Using the material below, print the line that contains "function strokePath(path, color, width, dash)", the line that contains "[0,1227,21,1360,0,1360]", and every line in between, exactly and nothing else.

**SUPPLIED MATERIAL**
####
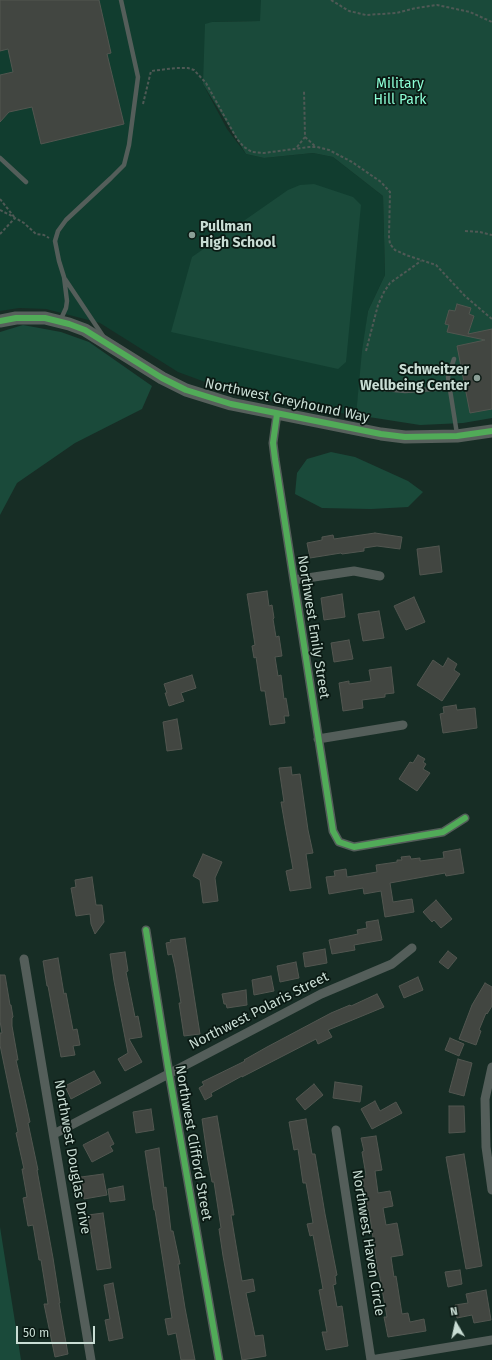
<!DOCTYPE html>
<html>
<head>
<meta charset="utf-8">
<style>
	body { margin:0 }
	#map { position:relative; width:492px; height:1360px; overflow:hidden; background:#172d25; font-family:"Fira Sans",sans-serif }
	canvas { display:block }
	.north { position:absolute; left:436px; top:1304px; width:40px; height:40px; -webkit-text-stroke:3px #0a1913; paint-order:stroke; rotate:351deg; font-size:11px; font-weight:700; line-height:16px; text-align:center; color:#c9ddd4 }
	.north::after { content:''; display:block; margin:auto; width:14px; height:18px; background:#c9ddd4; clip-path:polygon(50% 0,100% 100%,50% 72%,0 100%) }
	.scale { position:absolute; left:16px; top:1326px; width:79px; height:18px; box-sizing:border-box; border:2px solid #c9ddd4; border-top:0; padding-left:5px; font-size:12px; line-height:14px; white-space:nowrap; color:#c9ddd4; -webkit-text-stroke:3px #0a1913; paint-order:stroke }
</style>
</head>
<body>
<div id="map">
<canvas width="492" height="1360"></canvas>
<div class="north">N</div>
<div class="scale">50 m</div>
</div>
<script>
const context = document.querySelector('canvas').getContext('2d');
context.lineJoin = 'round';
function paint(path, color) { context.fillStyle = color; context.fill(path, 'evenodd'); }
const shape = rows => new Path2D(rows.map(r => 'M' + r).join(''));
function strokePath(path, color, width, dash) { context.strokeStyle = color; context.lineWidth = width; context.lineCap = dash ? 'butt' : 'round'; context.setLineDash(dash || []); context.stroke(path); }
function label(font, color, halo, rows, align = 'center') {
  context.font = font + ' "Fira Sans",sans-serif'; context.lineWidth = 3.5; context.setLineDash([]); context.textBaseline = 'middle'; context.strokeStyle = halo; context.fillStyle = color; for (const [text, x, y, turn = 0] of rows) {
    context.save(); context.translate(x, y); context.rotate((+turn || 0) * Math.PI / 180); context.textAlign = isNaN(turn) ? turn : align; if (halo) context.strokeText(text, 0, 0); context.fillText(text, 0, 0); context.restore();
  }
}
paint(shape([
	[0,0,261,0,261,21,212,22,203,84,227,129,246,154,264,158,313,153,333,157,383,196,385,275,368,311,356,415,301,408,235,393,178,372,100,323,46,309,19,308,0,311]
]), '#113d2f');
paint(shape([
	[261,0,492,0,492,418,463,423,420,425,356,415,362,351,368,311,385,275,383,196,333,157,313,153,264,158,246,154,203,84,205,24,212,22,260,21],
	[314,184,353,197,361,205,346,362,338,369,171,332,192,257,288,190,300,185],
	[23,325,61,332,89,342,152,386,142,409,75,443,17,483,0,515,0,332],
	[331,452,355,457,408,481,423,492,408,507,371,509,322,508,295,494,297,473,307,459],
	[0,1227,21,1360,0,1360]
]), '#1a4a3a');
const building = shape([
	[0,0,99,0,111,53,107,54,124,124,41,144,32,107,9,112,0,122,0,75,13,72,8,49,0,51,0,0],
	[457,304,471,308,469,314,474,316,468,334,492,329,492,409,470,413,457,346,485,340,447,332,449,325,445,324,449,310,455,311,457,304],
	[375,533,402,537,400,549,377,546,364,548,364,551,342,554,341,553,310,558,307,543,322,540,322,537,333,535,334,539,375,533],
	[439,546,442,572,420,575,417,549,439,546],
	[267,591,269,606,272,605,274,618,273,619,276,637,279,636,282,656,275,657,278,676,281,675,284,699,286,698,289,716,284,716,285,723,270,725,265,691,261,691,256,657,254,658,252,646,255,645,247,594,267,591],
	[342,594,345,617,324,620,321,598,342,594],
	[414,597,425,622,406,630,394,606,414,597],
	[379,611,384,638,363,641,358,614,379,611],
	[349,640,353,659,334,662,331,643,349,640],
	[448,658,457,664,454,670,460,674,442,701,417,685,433,660,443,667,448,658],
	[391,667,394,693,385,694,385,697,362,700,363,708,343,711,339,683,349,681,349,684,371,681,369,670,391,667],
	[192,675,196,688,181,693,184,701,169,706,165,693,167,693,164,684,192,675],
	[456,705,457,710,475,708,477,728,443,733,440,714,444,713,443,707,456,705],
	[177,719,182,749,167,751,163,722,177,719],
	[418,755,425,759,423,762,426,764,423,769,430,773,417,791,399,779,410,762,413,763,418,755],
	[291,767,292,775,300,774,308,830,313,853,306,854,311,888,290,891,286,871,293,869,285,825,281,802,284,802,279,768,291,767],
	[460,849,464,873,446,876,445,873,390,883,393,902,412,899,414,912,385,917,381,891,364,894,363,888,329,894,326,877,335,876,334,871,346,869,347,877,377,872,376,865,397,862,397,860,402,860,401,857,410,856,411,859,420,858,420,861,444,858,443,852,460,849],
	[203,854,222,862,215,878,218,901,203,903,200,880,193,876,203,854],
	[92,877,96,905,102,905,104,922,95,934,91,924,90,914,76,916,71,888,76,887,75,880,92,877],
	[436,900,452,919,441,928,434,920,432,922,423,912,436,900],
	[378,920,382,940,354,945,355,950,332,954,329,940,358,934,357,930,367,928,366,922,378,920],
	[185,938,200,1034,184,1036,179,1003,181,1003,175,967,172,954,168,955,166,943,171,942,170,940,185,938],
	[325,949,327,963,305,967,303,953,325,949],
	[448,951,457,958,448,969,439,962,448,951],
	[125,952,128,971,126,972,135,1017,138,1016,142,1037,129,1039,142,1062,125,1071,118,1059,128,1053,114,981,110,954,125,952],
	[58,958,64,994,66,993,73,1030,77,1029,80,1045,73,1046,75,1055,61,1057,48,986,47,986,43,961,58,958],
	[296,962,299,978,280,982,277,966,296,962],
	[0,975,5,975,10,1005,11,1005,13,1017,12,1018,12,1026,18,1060,16,1060,25,1099,30,1122,28,1123,38,1170,37,1170,53,1258,60,1303,59,1303,68,1354,55,1357,44,1304,48,1304,47,1297,41,1260,39,1260,33,1225,28,1226,23,1198,27,1197,22,1169,24,1169,16,1133,18,1132,0,1045,0,1033,2,1033,0,1021,0,975],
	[271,976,274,991,254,995,252,980,271,976],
	[418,977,423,990,404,998,399,986,418,977],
	[485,983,492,987,492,1006,487,1014,486,1013,479,1030,481,1031,476,1045,459,1039,472,1005,485,983],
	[246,990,247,1005,227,1008,226,1004,224,1004,222,994,246,990],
	[377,994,384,1007,328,1030,332,1037,318,1044,316,1039,242,1077,242,1076,211,1093,212,1096,205,1100,199,1088,204,1085,202,1082,245,1061,244,1060,267,1047,331,1013,350,1005,351,1006,377,994],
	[450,1038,464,1044,459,1056,445,1050,450,1038],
	[458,1059,472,1063,464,1096,449,1092,458,1059],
	[94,1071,101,1083,71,1099,65,1086,94,1071],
	[335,1082,362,1086,360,1102,333,1098,335,1082],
	[314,1084,323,1095,305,1110,296,1099,314,1084],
	[375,1101,380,1111,396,1102,402,1113,372,1129,361,1109,375,1101],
	[449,1106,464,1106,465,1132,449,1133,449,1106],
	[151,1109,154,1130,136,1133,133,1112,151,1109],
	[217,1116,234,1215,231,1215,242,1281,253,1279,255,1291,246,1293,255,1336,263,1335,266,1356,242,1360,223,1256,219,1229,221,1228,214,1182,212,1182,208,1161,202,1119,217,1116],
	[306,1119,312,1154,315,1154,325,1214,337,1275,335,1276,336,1284,333,1285,337,1307,342,1306,348,1346,326,1350,322,1332,327,1332,319,1290,323,1289,313,1235,310,1236,307,1224,313,1223,306,1183,303,1183,298,1149,294,1150,289,1122,306,1119],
	[108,1132,114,1144,110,1146,113,1151,92,1162,83,1145,108,1132],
	[376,1136,382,1170,375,1171,378,1193,390,1191,393,1206,383,1208,386,1225,397,1223,403,1255,391,1257,394,1277,396,1276,402,1314,408,1313,410,1322,424,1319,426,1331,388,1337,384,1317,387,1317,379,1272,378,1272,369,1210,368,1210,362,1176,366,1175,362,1152,364,1151,361,1138,376,1136],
	[159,1148,164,1188,166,1187,171,1231,173,1231,180,1264,178,1264,185,1308,195,1360,181,1360,176,1333,168,1335,165,1319,172,1318,155,1210,154,1210,145,1151,159,1148],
	[464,1154,482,1266,466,1269,446,1157,464,1154],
	[103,1174,107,1195,84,1199,81,1177,103,1174],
	[123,1186,125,1200,110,1202,108,1189,123,1186],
	[103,1213,111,1268,97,1270,88,1215,103,1213],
	[460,1270,462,1284,448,1287,445,1272,460,1270],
	[113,1283,123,1338,109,1341,105,1320,110,1319,104,1285,113,1283],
	[486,1290,491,1320,474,1323,472,1315,457,1318,455,1305,468,1303,466,1294,486,1290]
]);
paint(building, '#424641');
strokePath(building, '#525650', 1);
strokePath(shape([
	[331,0,349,11,366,15,396,13,416,8,437,5,470,12,492,22],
	[143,104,151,71,176,68,188,68,194,70,206,83,237,139,244,147,252,152,264,153,309,147,317,147,329,150,352,162,381,182,390,192,389,237,390,244,395,250,406,255,436,265,465,296,492,319],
	[305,137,316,147],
	[297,147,305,137,304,90],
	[0,199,15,218],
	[0,210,14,217],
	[465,231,480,232,492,235],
	[0,234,15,218,24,223,36,234,44,235,49,238],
	[366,351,378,305,384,292,390,283,421,261]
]), '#4f5955', 2, [3, 2]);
strokePath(shape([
	[0,158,26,182],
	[65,279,103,336],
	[60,321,66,308,67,301,64,277,59,261,55,241,58,231,66,220,111,178,124,165,129,145,138,77,121,0],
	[454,359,448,377,457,434],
	[384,389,405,391,449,388]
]), '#545e5a', 4.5);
strokePath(shape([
	[277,414,273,443,275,459,333,831,339,842,354,847,443,832,465,818],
	[294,580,354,571,380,576],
	[318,739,403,725],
	[146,930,169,1073,219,1360],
	[24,959,91,1360],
	[492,1067,485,1099,486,1147,492,1190],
	[336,1130,371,1360],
	[54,1134,321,994,392,964,412,948],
	[371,1360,492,1340]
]), '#545e5a', 9);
strokePath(shape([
	[0,321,16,318,45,318,69,324,85,330,162,378,186,390,231,404,381,434,405,437,457,436,492,431]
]), '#57605c', 13);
strokePath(shape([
	[0,321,16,318,45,318,69,324,85,330,162,378,186,390,231,404,381,434,405,437,457,436,492,431],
	[277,414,273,443,275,459,333,831,339,842,354,847,443,832,465,818],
	[146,930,169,1073,219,1360]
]), '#51ab58', 6);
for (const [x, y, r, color] of [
	[192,235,4,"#8b9f97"],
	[477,378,4,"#8b9f97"]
]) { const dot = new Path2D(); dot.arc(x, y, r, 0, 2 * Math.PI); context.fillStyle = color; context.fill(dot); strokePath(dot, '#0a1913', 1.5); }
label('14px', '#8cfed5', '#0a1913', [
	["Military",400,84],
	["Hill Park",400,100]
]);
label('bold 14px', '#c9ddd4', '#0a1913', [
	["Pullman",200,227],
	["High School",200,243],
	["Schweitzer",469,370,"right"],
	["Wellbeing Center",469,386,"right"]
], 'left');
label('14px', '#c9ddd4', '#0a1913', [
	["Northwest Greyhound Way",287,401,12],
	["Northwest Emily Street",313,627,81],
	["Northwest Polaris Street",259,1011,-27],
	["Northwest Clifford Street",193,1143,80],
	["Northwest Douglas Drive",72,1157,80],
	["Northwest Haven Circle",368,1243,81]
]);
</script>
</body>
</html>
####
**EXERCISE ANSWER**
function strokePath(path, color, width, dash) { context.strokeStyle = color; context.lineWidth = width; context.lineCap = dash ? 'butt' : 'round'; context.setLineDash(dash || []); context.stroke(path); }
function label(font, color, halo, rows, align = 'center') {
  context.font = font + ' "Fira Sans",sans-serif'; context.lineWidth = 3.5; context.setLineDash([]); context.textBaseline = 'middle'; context.strokeStyle = halo; context.fillStyle = color; for (const [text, x, y, turn = 0] of rows) {
    context.save(); context.translate(x, y); context.rotate((+turn || 0) * Math.PI / 180); context.textAlign = isNaN(turn) ? turn : align; if (halo) context.strokeText(text, 0, 0); context.fillText(text, 0, 0); context.restore();
  }
}
paint(shape([
	[0,0,261,0,261,21,212,22,203,84,227,129,246,154,264,158,313,153,333,157,383,196,385,275,368,311,356,415,301,408,235,393,178,372,100,323,46,309,19,308,0,311]
]), '#113d2f');
paint(shape([
	[261,0,492,0,492,418,463,423,420,425,356,415,362,351,368,311,385,275,383,196,333,157,313,153,264,158,246,154,203,84,205,24,212,22,260,21],
	[314,184,353,197,361,205,346,362,338,369,171,332,192,257,288,190,300,185],
	[23,325,61,332,89,342,152,386,142,409,75,443,17,483,0,515,0,332],
	[331,452,355,457,408,481,423,492,408,507,371,509,322,508,295,494,297,473,307,459],
	[0,1227,21,1360,0,1360]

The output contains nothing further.